#### [What is required]
Read the data below line by line and copy each one with "Lake" in it.

(Information given)

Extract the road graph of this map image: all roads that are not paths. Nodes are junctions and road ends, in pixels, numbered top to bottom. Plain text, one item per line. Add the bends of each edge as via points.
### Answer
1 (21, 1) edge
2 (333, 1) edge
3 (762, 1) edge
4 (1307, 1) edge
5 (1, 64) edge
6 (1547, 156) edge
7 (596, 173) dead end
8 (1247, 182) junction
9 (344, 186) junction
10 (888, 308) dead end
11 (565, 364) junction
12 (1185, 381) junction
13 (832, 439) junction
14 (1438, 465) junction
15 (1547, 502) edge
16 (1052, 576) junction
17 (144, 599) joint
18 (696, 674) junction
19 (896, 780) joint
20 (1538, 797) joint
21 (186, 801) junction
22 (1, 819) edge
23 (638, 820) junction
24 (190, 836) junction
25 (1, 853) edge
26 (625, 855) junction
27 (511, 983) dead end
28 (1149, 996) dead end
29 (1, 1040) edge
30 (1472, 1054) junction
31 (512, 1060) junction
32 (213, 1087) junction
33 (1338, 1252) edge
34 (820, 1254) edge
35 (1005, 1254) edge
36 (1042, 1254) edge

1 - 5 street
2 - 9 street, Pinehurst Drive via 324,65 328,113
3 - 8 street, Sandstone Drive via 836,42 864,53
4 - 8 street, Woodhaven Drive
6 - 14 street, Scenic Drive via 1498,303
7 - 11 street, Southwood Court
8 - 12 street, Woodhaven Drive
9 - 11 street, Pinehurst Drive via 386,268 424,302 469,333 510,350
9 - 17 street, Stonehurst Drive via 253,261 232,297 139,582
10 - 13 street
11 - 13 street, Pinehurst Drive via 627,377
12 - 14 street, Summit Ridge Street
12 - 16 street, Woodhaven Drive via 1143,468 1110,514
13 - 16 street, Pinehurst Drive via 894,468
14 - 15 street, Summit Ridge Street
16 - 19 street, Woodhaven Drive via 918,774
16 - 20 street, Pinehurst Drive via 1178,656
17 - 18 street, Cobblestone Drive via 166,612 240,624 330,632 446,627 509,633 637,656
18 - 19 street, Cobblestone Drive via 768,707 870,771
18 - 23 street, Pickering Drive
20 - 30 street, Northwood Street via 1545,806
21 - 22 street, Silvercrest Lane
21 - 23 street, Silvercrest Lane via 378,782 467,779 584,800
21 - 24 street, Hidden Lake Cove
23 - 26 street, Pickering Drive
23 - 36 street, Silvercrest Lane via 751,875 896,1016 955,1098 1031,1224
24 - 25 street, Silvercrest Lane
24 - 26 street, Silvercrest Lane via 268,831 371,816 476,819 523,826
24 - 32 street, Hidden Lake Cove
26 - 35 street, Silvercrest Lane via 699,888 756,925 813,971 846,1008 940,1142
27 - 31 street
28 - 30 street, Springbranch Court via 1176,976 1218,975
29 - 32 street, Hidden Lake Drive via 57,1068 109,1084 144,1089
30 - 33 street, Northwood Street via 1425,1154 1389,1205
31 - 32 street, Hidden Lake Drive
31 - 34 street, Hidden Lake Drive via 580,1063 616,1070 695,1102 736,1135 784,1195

(End Information given)

#### [Task response]
21 - 24 street, Hidden Lake Cove
24 - 32 street, Hidden Lake Cove
29 - 32 street, Hidden Lake Drive via 57,1068 109,1084 144,1089
31 - 32 street, Hidden Lake Drive
31 - 34 street, Hidden Lake Drive via 580,1063 616,1070 695,1102 736,1135 784,1195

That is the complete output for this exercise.